In some embodiments, the method further includes the following steps. An operating point with a higher operating frequency than that of the masked operating points is selected after masking at least one of the operating points. The operating voltage and the operating frequency corresponding to the selected operating point are output to the memory.

In some embodiments, steps S404, S406 and S408 include the following steps. Some of the operating points are masked to protect the memory from jamming in response to the modem is turned on. The masked operating points are released in response to the modem is turned off.

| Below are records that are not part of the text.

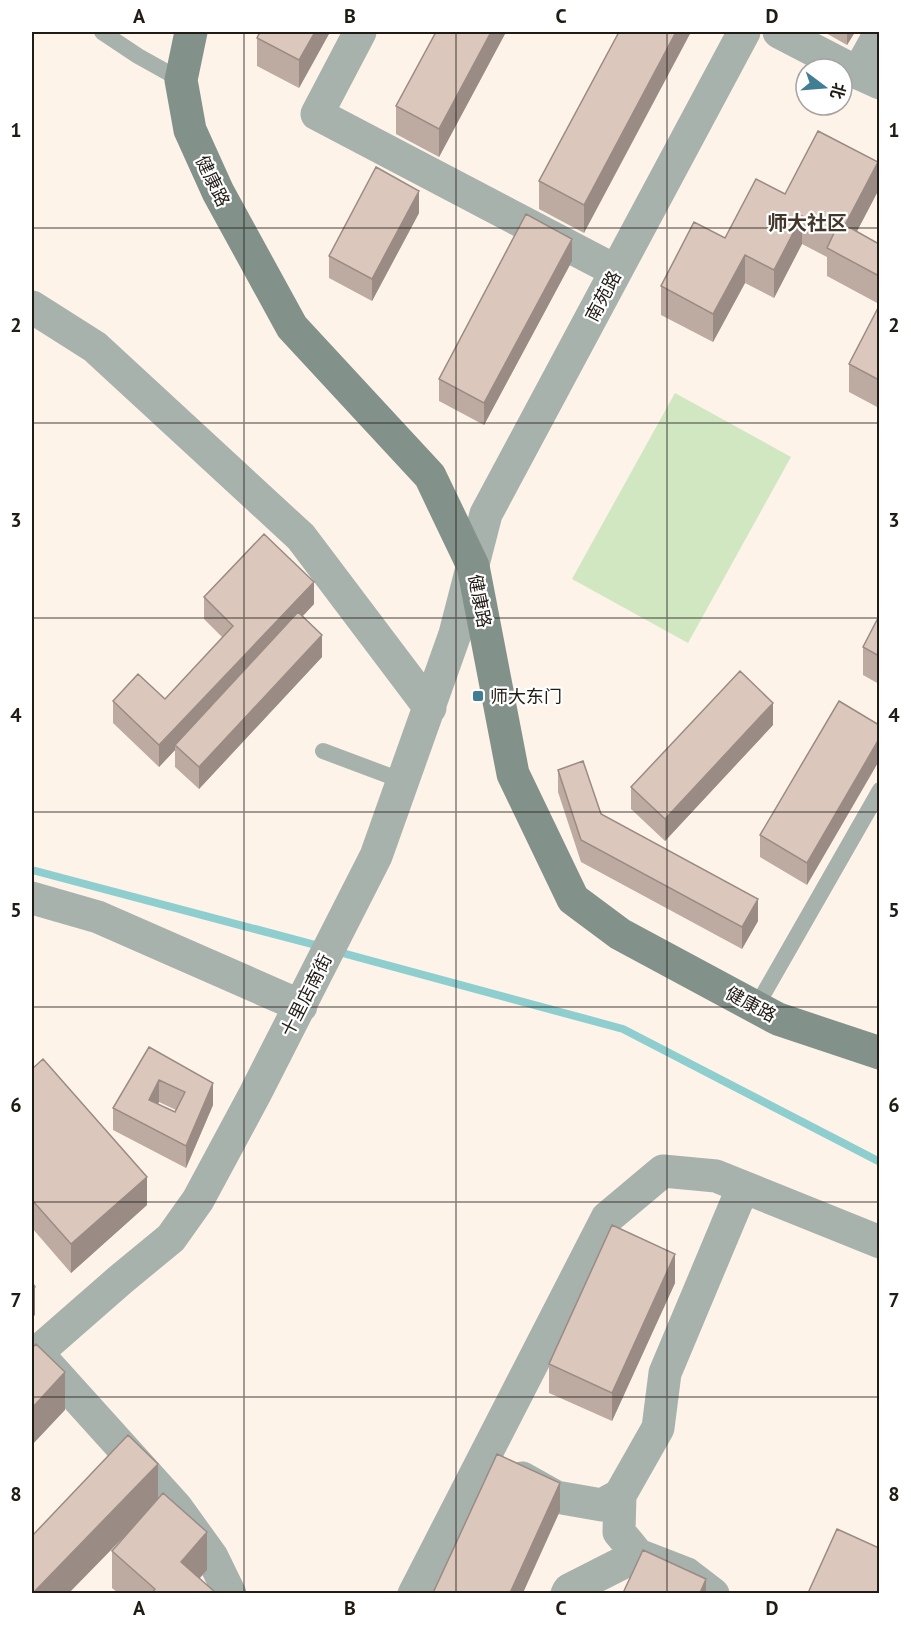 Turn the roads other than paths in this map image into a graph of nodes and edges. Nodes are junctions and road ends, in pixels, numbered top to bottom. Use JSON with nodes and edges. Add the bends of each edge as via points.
{"nodes":[{"id":1,"x":102,"y":32,"type":"edge"},
{"id":2,"x":191,"y":32,"type":"edge"},
{"id":3,"x":360,"y":32,"type":"edge"},
{"id":4,"x":744,"y":32,"type":"edge"},
{"id":5,"x":779,"y":32,"type":"edge"},
{"id":6,"x":879,"y":33,"type":"edge"},
{"id":7,"x":869,"y":78,"type":"edge"},
{"id":8,"x":182,"y":80,"type":"junction"},
{"id":9,"x":616,"y":271,"type":"junction"},
{"id":10,"x":32,"y":307,"type":"edge"},
{"id":11,"x":473,"y":566,"type":"junction"},
{"id":12,"x":430,"y":708,"type":"junction"},
{"id":13,"x":323,"y":751,"type":"dead end"},
{"id":14,"x":403,"y":781,"type":"junction"},
{"id":15,"x":879,"y":790,"type":"edge"},
{"id":16,"x":32,"y":898,"type":"edge"},
{"id":17,"x":301,"y":1006,"type":"junction"},
{"id":18,"x":756,"y":1007,"type":"junction"},
{"id":19,"x":879,"y":1053,"type":"edge"},
{"id":20,"x":743,"y":1187,"type":"junction"},
{"id":21,"x":879,"y":1242,"type":"edge"},
{"id":22,"x":34,"y":1355,"type":"edge"},
{"id":23,"x":483,"y":1458,"type":"junction"},
{"id":24,"x":620,"y":1495,"type":"junction"},
{"id":25,"x":638,"y":1555,"type":"junction"},
{"id":26,"x":230,"y":1593,"type":"edge"},
{"id":27,"x":414,"y":1593,"type":"edge"},
{"id":28,"x":567,"y":1593,"type":"edge"},
{"id":29,"x":713,"y":1593,"type":"edge"}],
"edges":[{"from":1,"to":8,"type":"lane"},
{"from":2,"to":8,"type":"main road","name":"健康路"},
{"from":3,"to":9,"type":"street","via":[[317,114]]},
{"from":4,"to":9,"type":"street","name":"南苑路"},
{"from":5,"to":7,"type":"street"},
{"from":6,"to":7,"type":"street"},
{"from":8,"to":11,"type":"main road","name":"健康路","via":[[190,130],[218,192],[292,327],[430,476]]},
{"from":9,"to":11,"type":"street","name":"南苑路","via":[[486,514]]},
{"from":10,"to":12,"type":"street","via":[[94,347],[301,537]]},
{"from":11,"to":12,"type":"street","name":"十里店南街"},
{"from":11,"to":18,"type":"main road","name":"健康路","via":[[513,774],[573,899],[620,934]]},
{"from":12,"to":14,"type":"street","name":"十里店南街"},
{"from":13,"to":14,"type":"lane"},
{"from":14,"to":17,"type":"street","name":"十里店南街","via":[[375,856]]},
{"from":15,"to":18,"type":"lane"},
{"from":16,"to":17,"type":"street","via":[[98,917]]},
{"from":17,"to":22,"type":"street","name":"十里店南街","via":[[198,1200],[171,1238]]},
{"from":18,"to":19,"type":"main road","name":"健康路","via":[[778,1019]]},
{"from":20,"to":21,"type":"street"},
{"from":20,"to":23,"type":"street","via":[[716,1176],[663,1172],[607,1218]]},
{"from":20,"to":24,"type":"street","via":[[665,1373],[658,1428]]},
{"from":22,"to":26,"type":"street","via":[[176,1507],[212,1557]]},
{"from":23,"to":24,"type":"street","via":[[556,1497],[602,1505]]},
{"from":23,"to":27,"type":"street"},
{"from":24,"to":25,"type":"street","via":[[619,1532]]},
{"from":25,"to":28,"type":"street"},
{"from":25,"to":29,"type":"street","via":[[687,1574]]}]}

In some embodiments, the step of masking at least one of the operating points associated with interference of the modem based on power of the RF signals to protect the memory from jamming includes the following steps. An enable signal (for example, the enable signal 120) is sent to the DVFS controller in response to the modem being turned on. Some of the operating points are masked to protect the memory from jamming based on the enable signal. In some embodiments, the step of releasing the masked operating points in response to the modem being turned off includes the following steps. A disable signal (for example, the disable signal 122) is sent to the DVFS controller in response to the modem being turned off. The masked operating points are released based on the disable signal.

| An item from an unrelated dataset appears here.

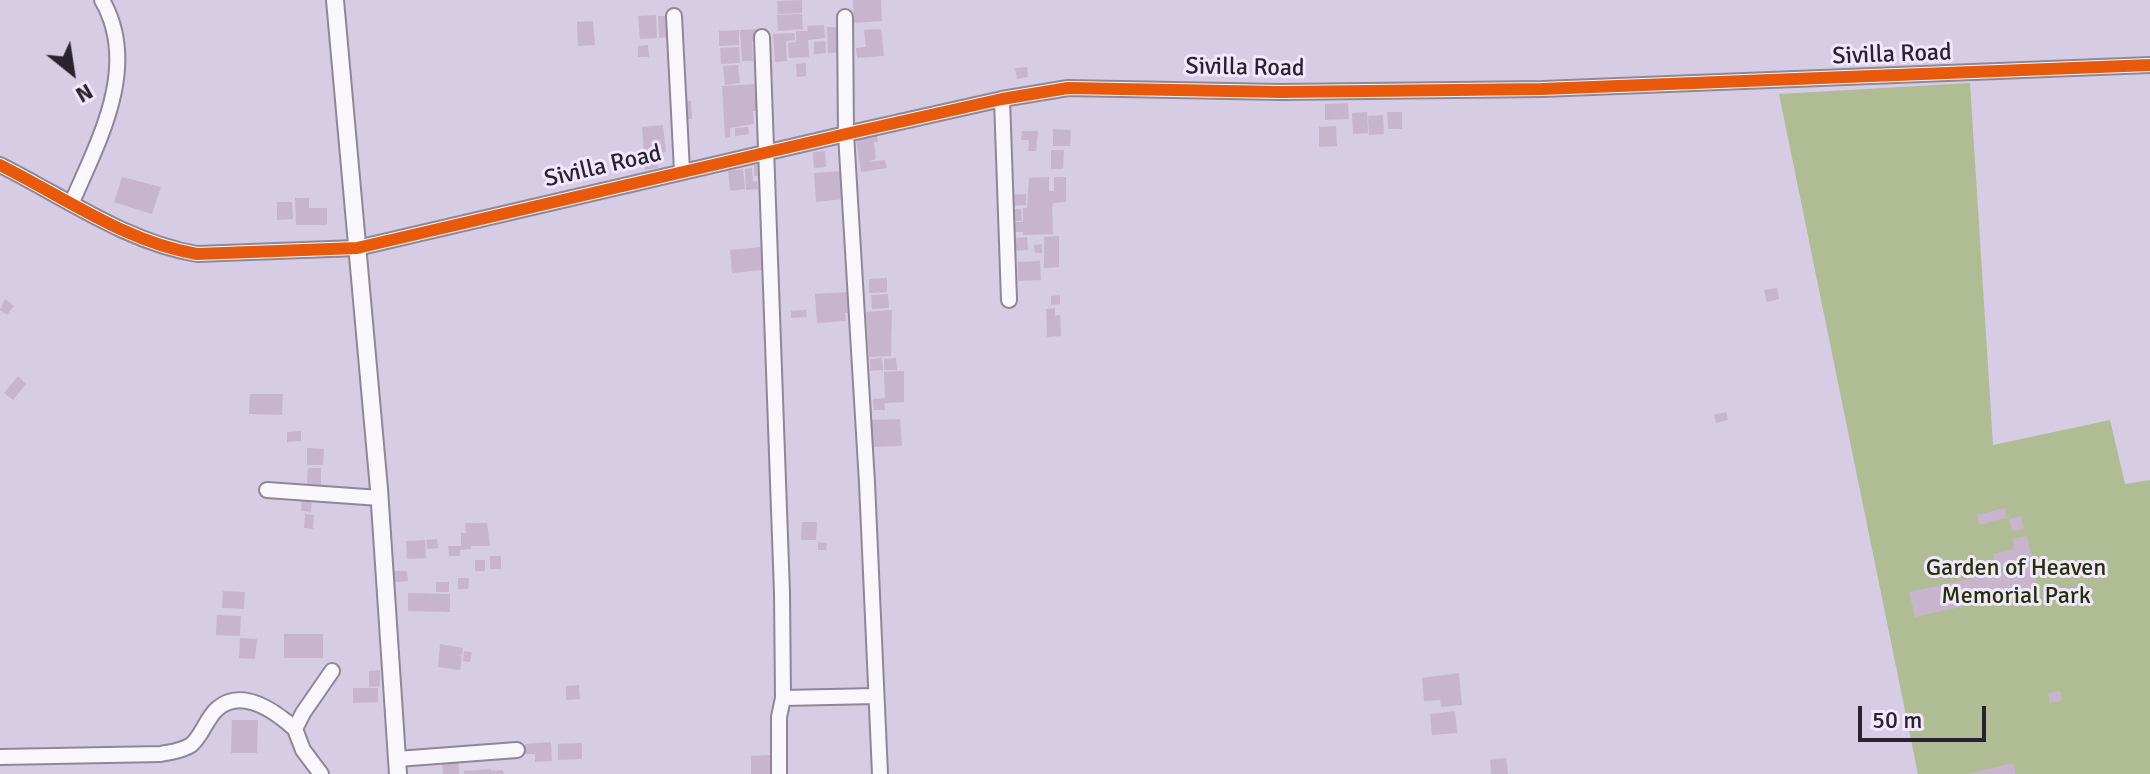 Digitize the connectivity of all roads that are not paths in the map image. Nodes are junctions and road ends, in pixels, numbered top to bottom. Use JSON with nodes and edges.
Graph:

In some embodiments, steps S404, S406 and S408 include the following steps. Some of the operating points are masked to protect the memory from jamming in response to the modem detecting a voltage jitter on its power source and the voltage drop on its power source being higher than a threshold. The masked operating points are released in response to the modem detecting the voltage jitter on its power source and the voltage drop on its power source being at or under the threshold. In some embodiments, the step of masking some of the operating points to protect the memory from jamming in response to the modem detecting the voltage jitter on its power source and the voltage drop on its power source being higher than the threshold includes the following steps. An enable signal (for example, the enable signal 120) is sent to the DVFS controller in response to the modem detecting the voltage jitter on its power source and the voltage drop on its power source being higher than the threshold. Some of the operating points are masked to protect the memory from jamming based on the enable signal.

In some embodiments, the step of releasing the masked operating points in response to the modem detecting the voltage jitter on its power source and the voltage drop on its power source being at or under the threshold includes the following steps. A disable signal (for example, the disable signal 122) is sent to the DVFS controller in response to the modem detecting the voltage jitter on its power source and the voltage drop on its power source being at or under the threshold. The masked operating points are released based on the disable signal.

The electronic device 100 and the method to protect the memory from jamming first notifies the DVFS controller to mask the operating points which may be affected by interference before transmitting high power in the RF band. The electronic device 100 and the method to protect the memory from jamming notifies the DVFS controller that there is no need to mask the operating points which may be affected by interference after there is no need to transmit high power. The electronic device 100 and the method to protect the memory from jamming allows most scenarios to operate in these operating points to obtain better power gain.

While the invention has been described by way of example and in terms of the preferred embodiments, it should be understood that the invention is not limited to the disclosed embodiments. On the contrary, it is intended to cover various modifications and similar arrangements (as would be apparent to those skilled in the art). Therefore, the scope of the appended claims should be accorded the broadest interpretation so as to encompass all such modifications and similar arrangements.